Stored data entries

_ _ _ _

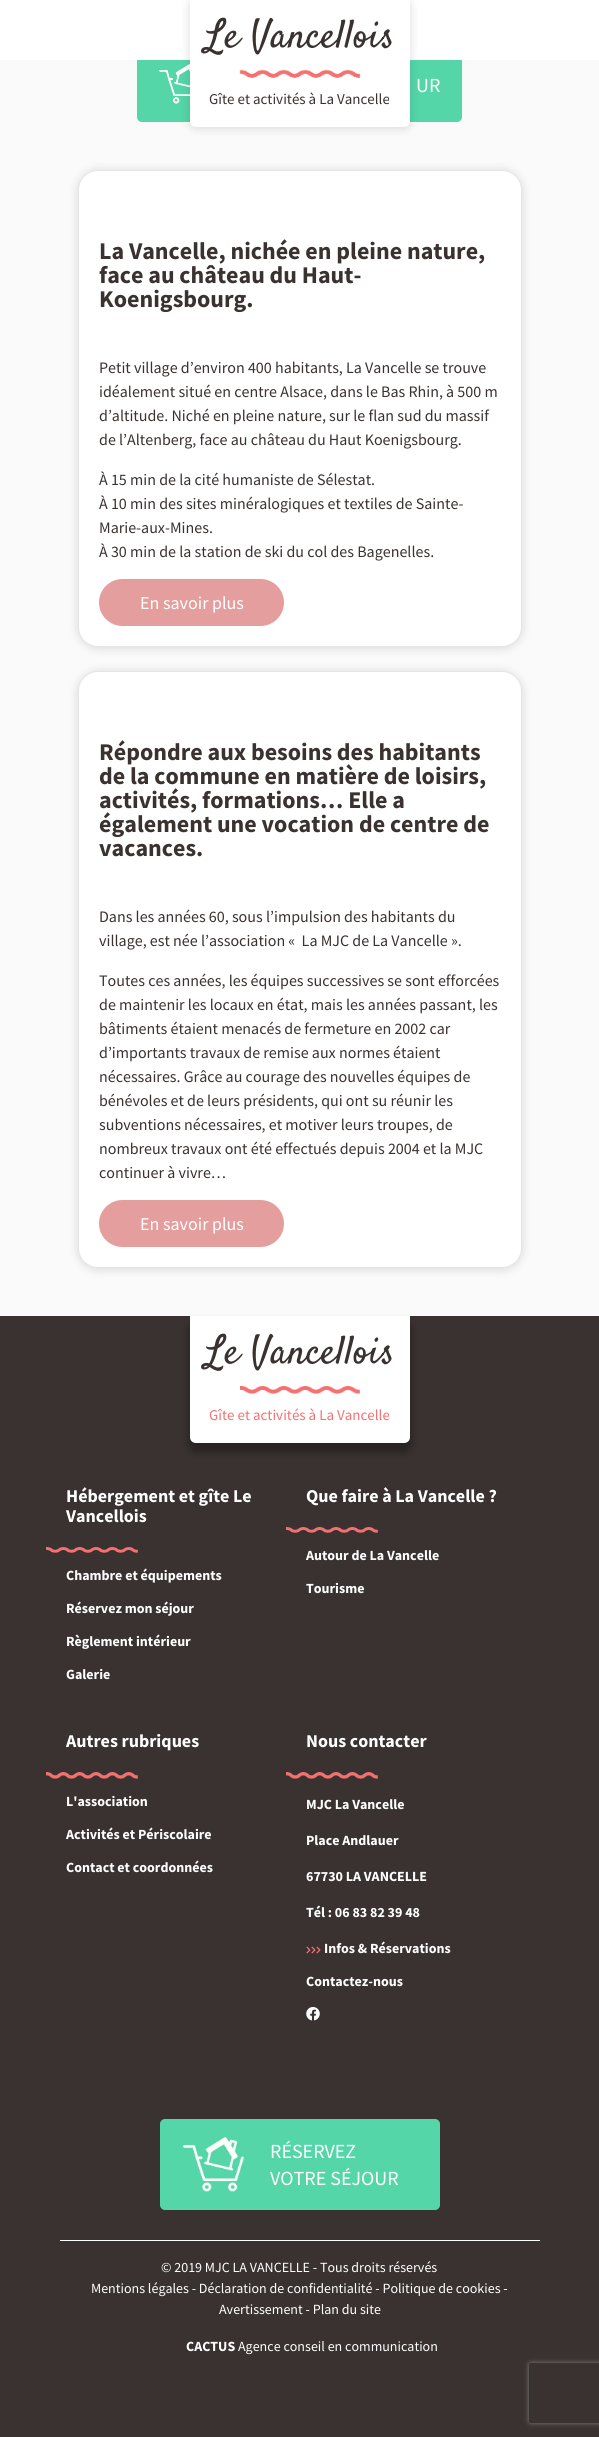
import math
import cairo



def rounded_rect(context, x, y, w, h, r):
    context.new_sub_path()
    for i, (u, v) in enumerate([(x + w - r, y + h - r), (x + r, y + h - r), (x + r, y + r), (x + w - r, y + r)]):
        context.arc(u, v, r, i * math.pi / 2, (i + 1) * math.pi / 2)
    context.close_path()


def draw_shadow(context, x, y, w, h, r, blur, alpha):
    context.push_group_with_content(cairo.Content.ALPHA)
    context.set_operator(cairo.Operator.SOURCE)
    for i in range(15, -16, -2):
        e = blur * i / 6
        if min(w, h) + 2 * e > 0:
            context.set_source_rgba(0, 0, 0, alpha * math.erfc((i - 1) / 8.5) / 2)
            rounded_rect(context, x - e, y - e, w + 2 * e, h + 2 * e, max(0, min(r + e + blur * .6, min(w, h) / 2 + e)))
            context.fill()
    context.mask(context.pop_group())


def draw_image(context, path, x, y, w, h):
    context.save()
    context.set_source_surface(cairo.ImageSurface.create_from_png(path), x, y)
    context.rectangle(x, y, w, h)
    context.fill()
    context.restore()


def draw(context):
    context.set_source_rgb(250 / 255, 250 / 255, 250 / 255)
    context.paint()
    context.set_source_rgb(84 / 255, 214 / 255, 169 / 255)
    rounded_rect(context, 137, 46, 325, 76, 5)
    context.fill()
    context.set_source_rgb(1, 1, 1)
    context.rectangle(0, 0, 599, 60)
    context.fill()
    draw_image(context, "images/2.png", 159, 64, 31, 40)
    context.set_source_rgb(0, 0, 0)
    draw_shadow(context, 188, -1, 224, 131, 8, 4, 0.1)
    context.set_source_rgb(1, 1, 1)
    context.new_path()
    context.move_to(190, 0)
    context.line_to(410, 0)
    context.line_to(410, 121)
    context.curve_to(410, 124.5, 407.5, 127, 404, 127)
    context.line_to(196, 127)
    context.curve_to(192.5, 127, 190, 124.5, 190, 121)
    context.close_path()
    context.fill()
    draw_image(context, "images/1.png", 239, 69, 121, 9)
    context.set_source_rgb(0, 0, 0)
    draw_shadow(context, 76, 169, 448, 481, 22, 4, 0.1)
    context.set_source_rgb(1, 1, 1)
    rounded_rect(context, 78, 170, 444, 477, 20)
    context.fill()
    rounded_rect(context, 78.5, 170.5, 443, 476, 19.5)
    context.set_source_rgba(54 / 255, 25 / 255, 25 / 255, 0.12)
    context.set_line_width(1)
    context.stroke()
    context.set_source_rgb(229 / 255, 158 / 255, 158 / 255)
    rounded_rect(context, 99, 579, 185, 47, 23.5)
    context.fill()
    context.set_source_rgb(0, 0, 0)
    draw_shadow(context, 76, 670, 448, 601, 22, 4, 0.1)
    context.set_source_rgb(1, 1, 1)
    rounded_rect(context, 78, 671, 444, 597, 20)
    context.fill()
    rounded_rect(context, 78.5, 671.5, 443, 596, 19.5)
    context.set_source_rgba(54 / 255, 25 / 255, 25 / 255, 0.12)
    context.stroke()
    context.set_source_rgb(229 / 255, 158 / 255, 158 / 255)
    rounded_rect(context, 99, 1200, 185, 47, 23.5)
    context.fill()
    context.set_source_rgb(57 / 255, 50 / 255, 48 / 255)
    context.rectangle(0, 1316, 599, 1121)
    context.fill()
    context.set_source_rgb(0, 0, 0)
    draw_shadow(context, 188, 1322, 224, 131, 8, 4, 0.3)
    context.set_source_rgb(1, 1, 1)
    context.new_path()
    context.move_to(190, 1316)
    context.line_to(410, 1316)
    context.line_to(410, 1437)
    context.curve_to(410, 1440.5, 407.5, 1443, 404, 1443)
    context.line_to(196, 1443)
    context.curve_to(192.5, 1443, 190, 1440.5, 190, 1437)
    context.close_path()
    context.fill()
    draw_image(context, "images/3.png", 240, 1386, 120, 8)
    draw_image(context, "images/4.png", 46, 1547, 92, 6)
    draw_image(context, "images/5.png", 286, 1527, 92, 6)
    draw_image(context, "images/6.png", 46, 1772, 92, 7)
    draw_image(context, "images/7.png", 286, 1772, 92, 7)
    draw_image(context, "images/8.png", 306, 1946, 5, 8)
    draw_image(context, "images/8.png", 311, 1946, 5, 8)
    draw_image(context, "images/8.png", 316, 1946, 5, 8)
    draw_image(context, "images/9.png", 306, 2007, 14, 14)
    context.set_source_rgb(84 / 255, 214 / 255, 169 / 255)
    rounded_rect(context, 160, 2119, 280, 91, 5)
    context.fill()
    draw_image(context, "images/10.png", 183, 2137, 61, 55)
    context.set_source_rgb(1, 1, 1)
    context.rectangle(60, 2240, 480, 1)
    context.fill()
    context.save()
    context.set_fill_rule(cairo.FillRule.EVEN_ODD)
    context.new_path()
    context.move_to(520, 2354)
    context.line_to(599, 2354)
    context.line_to(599, 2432)
    context.line_to(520, 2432)
    context.close_path()
    context.move_to(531, 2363)
    context.line_to(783, 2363)
    context.curve_to(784, 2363, 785, 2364, 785, 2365)
    context.line_to(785, 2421)
    context.curve_to(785, 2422, 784, 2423, 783, 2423)
    context.line_to(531, 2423)
    context.curve_to(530, 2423, 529, 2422, 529, 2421)
    context.line_to(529, 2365)
    context.curve_to(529, 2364, 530, 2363, 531, 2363)
    context.close_path()
    context.clip()
    context.set_source_rgb(128 / 255, 128 / 255, 128 / 255)
    draw_shadow(context, 529, 2363, 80, 60, 2, 2.5, 1)
    context.restore()
    context.select_font_face("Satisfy")
    context.set_font_size(40)
    context.set_source_rgb(57 / 255, 50 / 255, 48 / 255)
    context.move_to(205, 47)
    context.show_text("Le Vancellois")
    context.select_font_face("Source Sans Pro")
    context.set_font_size(15)
    context.move_to(209, 104)
    context.show_text("Gîte et activités à La Vancelle")
    context.set_font_size(20)
    context.set_source_rgb(1, 1, 1)
    context.move_to(416, 92)
    context.show_text("UR")
    context.select_font_face("Source Sans Pro", cairo.FontSlant.NORMAL, cairo.FontWeight.BOLD)
    context.set_font_size(24)
    context.set_source_rgb(57 / 255, 50 / 255, 48 / 255)
    context.move_to(99, 259)
    context.show_text("La Vancelle, nichée en pleine nature,")
    context.move_to(99, 283)
    context.show_text("face au château du Haut-")
    context.move_to(99, 307)
    context.show_text("Koenigsbourg.")
    context.select_font_face("Source Sans Pro")
    context.set_font_size(16)
    context.move_to(99, 373)
    context.show_text("Petit village d’environ 400 habitants, La Vancelle se trouve")
    context.move_to(99, 397)
    context.show_text("idéalement situé en centre Alsace, dans le Bas Rhin, à 500 m")
    context.move_to(99, 421)
    context.show_text("d’altitude. Niché en pleine nature, sur le flan sud du massif")
    context.move_to(99, 445)
    context.show_text("de l’Altenberg, face au château du Haut Koenigsbourg.")
    context.move_to(99, 485)
    context.show_text("À 15 min de la cité humaniste de Sélestat.")
    context.move_to(99, 509)
    context.show_text("À 10 min des sites minéralogiques et textiles de Sainte-")
    context.move_to(99, 533)
    context.show_text("Marie-aux-Mines.")
    context.move_to(99, 557)
    context.show_text("À 30 min de la station de ski du col des Bagenelles.")
    context.set_font_size(18)
    context.set_source_rgb(1, 1, 1)
    context.move_to(140, 609)
    context.show_text("En savoir plus")
    context.select_font_face("Source Sans Pro", cairo.FontSlant.NORMAL, cairo.FontWeight.BOLD)
    context.set_font_size(24)
    context.set_source_rgb(57 / 255, 50 / 255, 48 / 255)
    context.move_to(99, 760)
    context.show_text("Répondre aux besoins des habitants")
    context.move_to(99, 784)
    context.show_text("de la commune en matière de loisirs,")
    context.move_to(99, 808)
    context.show_text("activités, formations… Elle a")
    context.move_to(99, 832)
    context.show_text("également une vocation de centre de")
    context.move_to(99, 856)
    context.show_text("vacances.")
    context.select_font_face("Source Sans Pro")
    context.set_font_size(16)
    context.move_to(99, 922)
    context.show_text("Dans les années 60, sous l’impulsion des habitants du")
    context.move_to(99, 946)
    context.show_text("village, est née l’association «  La MJC de La Vancelle ».")
    context.move_to(99, 986)
    context.show_text("Toutes ces années, les équipes successives se sont efforcées")
    context.move_to(99, 1010)
    context.show_text("de maintenir les locaux en état, mais les années passant, les")
    context.move_to(99, 1034)
    context.show_text("bâtiments étaient menacés de fermeture en 2002 car")
    context.move_to(99, 1058)
    context.show_text("d’importants travaux de remise aux normes étaient")
    context.move_to(99, 1082)
    context.show_text("nécessaires. Grâce au courage des nouvelles équipes de")
    context.move_to(99, 1106)
    context.show_text("bénévoles et de leurs présidents, qui ont su réunir les")
    context.move_to(99, 1130)
    context.show_text("subventions nécessaires, et motiver leurs troupes, de")
    context.move_to(99, 1154)
    context.show_text("nombreux travaux ont été effectués depuis 2004 et la MJC")
    context.move_to(99, 1178)
    context.show_text("continuer à vivre…")
    context.set_font_size(18)
    context.set_source_rgb(1, 1, 1)
    context.move_to(140, 1230)
    context.show_text("En savoir plus")
    context.select_font_face("Satisfy")
    context.set_font_size(40)
    context.set_source_rgb(57 / 255, 50 / 255, 48 / 255)
    context.move_to(205, 1363)
    context.show_text("Le Vancellois")
    context.select_font_face("Source Sans Pro")
    context.set_font_size(15)
    context.set_source_rgb(245 / 255, 113 / 255, 113 / 255)
    context.move_to(209, 1420)
    context.show_text("Gîte et activités à La Vancelle")
    context.select_font_face("Source Sans Pro", cairo.FontSlant.NORMAL, cairo.FontWeight.BOLD)
    context.set_font_size(18)
    context.set_source_rgb(1, 1, 1)
    context.move_to(66, 1502)
    context.show_text("Hébergement et gîte Le")
    context.move_to(66, 1522)
    context.show_text("Vancellois")
    context.set_font_size(14)
    context.move_to(66, 1580)
    context.show_text("Chambre et équipements")
    context.move_to(66, 1613)
    context.show_text("Réservez mon séjour")
    context.move_to(66, 1646)
    context.show_text("Règlement intérieur")
    context.move_to(66, 1679)
    context.show_text("Galerie")
    context.set_font_size(18)
    context.move_to(306, 1502)
    context.show_text("Que faire à La Vancelle ?")
    context.set_font_size(14)
    context.move_to(306, 1560)
    context.show_text("Autour de La Vancelle")
    context.move_to(306, 1593)
    context.show_text("Tourisme")
    context.set_font_size(18)
    context.move_to(66, 1747)
    context.show_text("Autres rubriques")
    context.set_font_size(14)
    context.move_to(66, 1806)
    context.show_text("L'association")
    context.move_to(66, 1839)
    context.show_text("Activités et Périscolaire")
    context.move_to(66, 1872)
    context.show_text("Contact et coordonnées")
    context.set_font_size(18)
    context.move_to(306, 1747)
    context.show_text("Nous contacter")
    context.set_font_size(14)
    context.move_to(306, 1809)
    context.show_text("MJC La Vancelle")
    context.move_to(306, 1845)
    context.show_text("Place Andlauer")
    context.move_to(306, 1881)
    context.show_text("67730 LA VANCELLE")
    context.move_to(306, 1917)
    context.show_text("Tél : 06 83 82 39 48")
    context.move_to(324, 1953)
    context.show_text("Infos & Réservations")
    context.move_to(306, 1986)
    context.show_text("Contactez-nous")
    context.select_font_face("Source Sans Pro")
    context.set_font_size(20)
    context.move_to(270, 2158)
    context.show_text("RÉSERVEZ")
    context.move_to(270, 2185)
    context.show_text("VOTRE SÉJOUR")
    context.set_font_size(14)
    context.move_to(161, 2272)
    context.show_text("© 2019 MJC LA VANCELLE - Tous droits réservés")
    context.move_to(91, 2293)
    context.show_text("Mentions légales - Déclaration de confidentialité - Politique de cookies -")
    context.move_to(219, 2314)
    context.show_text("Avertissement - Plan du site")
    context.select_font_face("Source Sans Pro", cairo.FontSlant.NORMAL, cairo.FontWeight.BOLD)
    context.move_to(186, 2351)
    context.show_text("CACTUS")
    context.select_font_face("Source Sans Pro")
    context.move_to(238, 2351)
    context.show_text("Agence conseil en communication")


surface = cairo.ImageSurface(cairo.Format.RGB24, 599, 2437)
context = cairo.Context(surface)
options = cairo.FontOptions()
options.set_hint_metrics(cairo.HintMetrics.OFF)
options.set_hint_style(cairo.HintStyle.NONE)
context.set_font_options(options)
context.set_miter_limit(4)
draw(context)
surface.write_to_png("out.png")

_ _ _ _

Your instructions: Report each line in the entries where the string "blur" occurs.

Your solution:
def draw_shadow(context, x, y, w, h, r, blur, alpha):
        e = blur * i / 6
            rounded_rect(context, x - e, y - e, w + 2 * e, h + 2 * e, max(0, min(r + e + blur * .6, min(w, h) / 2 + e)))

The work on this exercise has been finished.